Building a New Team in a Foreign Country
23 November, 2021

Site Reliability Engineer at Skillshare
Problem
I had the experience of traveling to India to build a team for my company. It was honestly illuminating.
The company was based in Sweden; I was living there abroad for a few years. There were ten to twelve of us, all mid- to senior-level engineers, and we all had a certain level of experience prior to that. We shared the same level of technical understanding and capability. There were few surprises in terms of what people knew and what they did not.
Actions taken
Fast-forward to India. We started interviewing people, but I found that there was a significant cultural gap in terms of working style. I realized that, over there, there were two main types of organizations that people worked for: product companies and service companies.
Those working for service companies would typically be sent over somewhere to do a project. These teams are temporary and the projects are short-lived. There is no concept of ownership at the level of the individual contributor. They work together like a machine.
This was really interesting to me because things were quite different in Sweden. If you knew a lot of stuff, you had a lot of responsibility. That was the frontline experience that was required of you; you were thrown into a project and expected to figure it out.
In India, people were more used to having very clear instructions provided for them. Sometimes, the problem that we were asking them to fix would get lost in translation. My own morale was diminishing because I didn’t know how to solve the problem. There were even some really important tools that we relied on that they had never used before.
I had never even thought to ask about any of these things while interviewing for each role. I had just assumed that they would know how to do all of the same things that we knew how to do. It took a long time for me to work through a lot of these assumptions.
Recruiting abroad also proved to be very difficult. There were so many people, but few of them fit the profile that we were looking for; the signal-to-noise ratio was super low. We were eventually able to find one or two very solid candidates, however.

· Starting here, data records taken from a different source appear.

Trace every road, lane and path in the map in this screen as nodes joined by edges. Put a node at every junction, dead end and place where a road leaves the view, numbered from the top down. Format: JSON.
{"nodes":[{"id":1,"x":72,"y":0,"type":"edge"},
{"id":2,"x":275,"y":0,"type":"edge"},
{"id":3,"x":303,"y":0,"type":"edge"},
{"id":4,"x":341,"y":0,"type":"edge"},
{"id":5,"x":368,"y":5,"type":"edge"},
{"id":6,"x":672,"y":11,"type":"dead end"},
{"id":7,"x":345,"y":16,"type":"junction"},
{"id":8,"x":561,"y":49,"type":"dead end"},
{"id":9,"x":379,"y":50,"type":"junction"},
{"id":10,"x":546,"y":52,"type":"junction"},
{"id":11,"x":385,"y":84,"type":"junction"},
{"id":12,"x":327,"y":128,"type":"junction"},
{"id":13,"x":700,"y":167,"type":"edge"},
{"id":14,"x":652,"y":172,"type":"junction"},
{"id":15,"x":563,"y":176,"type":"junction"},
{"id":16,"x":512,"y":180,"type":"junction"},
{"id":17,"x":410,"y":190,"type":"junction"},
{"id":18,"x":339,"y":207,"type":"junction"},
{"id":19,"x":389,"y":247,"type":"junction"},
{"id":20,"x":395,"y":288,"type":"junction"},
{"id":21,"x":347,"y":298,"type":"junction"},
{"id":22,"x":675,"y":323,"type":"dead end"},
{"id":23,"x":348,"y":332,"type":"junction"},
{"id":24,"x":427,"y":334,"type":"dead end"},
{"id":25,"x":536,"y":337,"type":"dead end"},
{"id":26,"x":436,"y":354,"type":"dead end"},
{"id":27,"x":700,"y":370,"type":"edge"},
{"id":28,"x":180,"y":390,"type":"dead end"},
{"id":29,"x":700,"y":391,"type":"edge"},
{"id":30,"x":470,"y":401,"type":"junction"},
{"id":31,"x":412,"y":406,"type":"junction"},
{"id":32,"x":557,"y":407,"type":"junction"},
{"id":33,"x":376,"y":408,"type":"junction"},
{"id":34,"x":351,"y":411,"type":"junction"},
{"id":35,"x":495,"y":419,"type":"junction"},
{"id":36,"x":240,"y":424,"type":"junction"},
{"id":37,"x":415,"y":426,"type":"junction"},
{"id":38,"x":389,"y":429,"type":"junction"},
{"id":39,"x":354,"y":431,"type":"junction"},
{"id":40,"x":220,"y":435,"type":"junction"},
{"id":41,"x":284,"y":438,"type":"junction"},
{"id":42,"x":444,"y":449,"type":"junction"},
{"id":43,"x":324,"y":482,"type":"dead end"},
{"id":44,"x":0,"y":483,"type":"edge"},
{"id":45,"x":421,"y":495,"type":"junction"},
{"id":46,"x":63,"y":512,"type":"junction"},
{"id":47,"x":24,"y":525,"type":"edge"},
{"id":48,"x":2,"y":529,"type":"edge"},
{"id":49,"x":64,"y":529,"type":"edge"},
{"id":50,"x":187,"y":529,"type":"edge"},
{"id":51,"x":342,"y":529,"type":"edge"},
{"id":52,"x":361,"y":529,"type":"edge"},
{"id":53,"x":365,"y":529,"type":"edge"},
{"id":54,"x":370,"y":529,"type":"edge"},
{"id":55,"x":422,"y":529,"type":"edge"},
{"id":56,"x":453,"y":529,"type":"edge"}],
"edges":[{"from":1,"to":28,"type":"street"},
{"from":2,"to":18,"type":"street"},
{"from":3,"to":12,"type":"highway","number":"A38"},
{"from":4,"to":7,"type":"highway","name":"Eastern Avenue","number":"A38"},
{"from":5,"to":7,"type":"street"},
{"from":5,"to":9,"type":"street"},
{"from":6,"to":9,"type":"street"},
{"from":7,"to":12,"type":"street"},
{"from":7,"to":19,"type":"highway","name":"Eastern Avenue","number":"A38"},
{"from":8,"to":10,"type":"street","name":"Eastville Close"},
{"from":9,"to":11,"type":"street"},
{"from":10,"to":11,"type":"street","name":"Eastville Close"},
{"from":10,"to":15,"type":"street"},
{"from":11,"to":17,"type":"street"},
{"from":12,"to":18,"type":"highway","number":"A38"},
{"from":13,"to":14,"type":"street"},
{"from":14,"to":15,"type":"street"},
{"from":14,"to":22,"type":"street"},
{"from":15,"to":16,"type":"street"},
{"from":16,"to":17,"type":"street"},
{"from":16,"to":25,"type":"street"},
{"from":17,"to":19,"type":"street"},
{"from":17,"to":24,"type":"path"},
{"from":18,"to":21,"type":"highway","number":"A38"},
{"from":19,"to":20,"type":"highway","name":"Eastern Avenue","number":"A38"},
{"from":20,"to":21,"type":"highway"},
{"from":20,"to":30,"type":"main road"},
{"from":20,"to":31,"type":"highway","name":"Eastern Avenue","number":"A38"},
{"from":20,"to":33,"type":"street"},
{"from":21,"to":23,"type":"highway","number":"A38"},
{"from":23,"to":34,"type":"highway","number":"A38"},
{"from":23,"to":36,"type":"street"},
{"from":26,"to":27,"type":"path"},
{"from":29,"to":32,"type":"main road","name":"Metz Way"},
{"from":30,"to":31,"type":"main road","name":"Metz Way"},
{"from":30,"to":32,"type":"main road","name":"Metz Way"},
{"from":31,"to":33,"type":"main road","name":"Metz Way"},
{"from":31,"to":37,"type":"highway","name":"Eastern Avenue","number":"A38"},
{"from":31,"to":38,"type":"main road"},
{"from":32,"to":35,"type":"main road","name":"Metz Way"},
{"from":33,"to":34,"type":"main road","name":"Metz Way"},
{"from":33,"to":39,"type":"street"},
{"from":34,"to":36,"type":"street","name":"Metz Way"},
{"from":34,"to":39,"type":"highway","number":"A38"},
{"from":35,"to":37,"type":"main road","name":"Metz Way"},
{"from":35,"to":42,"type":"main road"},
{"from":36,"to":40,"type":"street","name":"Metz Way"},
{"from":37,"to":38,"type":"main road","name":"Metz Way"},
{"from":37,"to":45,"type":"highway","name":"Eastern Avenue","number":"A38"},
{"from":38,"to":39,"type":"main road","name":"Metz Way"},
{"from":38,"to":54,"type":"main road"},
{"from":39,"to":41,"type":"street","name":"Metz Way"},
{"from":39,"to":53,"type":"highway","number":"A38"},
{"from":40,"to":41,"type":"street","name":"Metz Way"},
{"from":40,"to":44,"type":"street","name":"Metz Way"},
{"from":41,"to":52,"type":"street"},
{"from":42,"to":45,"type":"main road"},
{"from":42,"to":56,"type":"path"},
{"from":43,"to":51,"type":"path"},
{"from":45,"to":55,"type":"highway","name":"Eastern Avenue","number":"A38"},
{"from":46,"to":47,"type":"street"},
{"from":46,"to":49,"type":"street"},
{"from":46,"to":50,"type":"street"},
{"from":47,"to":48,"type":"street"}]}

They were willing to adopt a lot of our preferred ways of working; we were able to train them up to that point. They had attained the base level of the skill set that we needed and we were able to build from there. It took maybe two years for them to assimilate fully into the team, but it was worth the effort.
After all was said and done, we had hired at least twenty-five people over there. We were pairing constantly. We had also instituted a much more rigid onboarding system, where, before, there was no system at all. I created a boot camp for everybody, which included demos and exercises that showed them what we were trying to accomplish.
Lessons learned
- Part of training our new recruits involved getting them to think more about test-driven development and software architecture. We were working in a distributed environment, which involved a different mindset than they were used to.
- We were able to give people the opportunity to attain a level of success that is difficult to come by in a competitive country like India. We were also able to give them the experience of more responsibility and more ownership over what they were doing. Making decisions autonomously is essential to the growth of an IC.
- Dedicated mentoring and pairing was what really helped us all pull through. Many were very new to the industry. It became a collective learning experience for everybody. We were taking people from the ground level and showing them what to think about and what to do.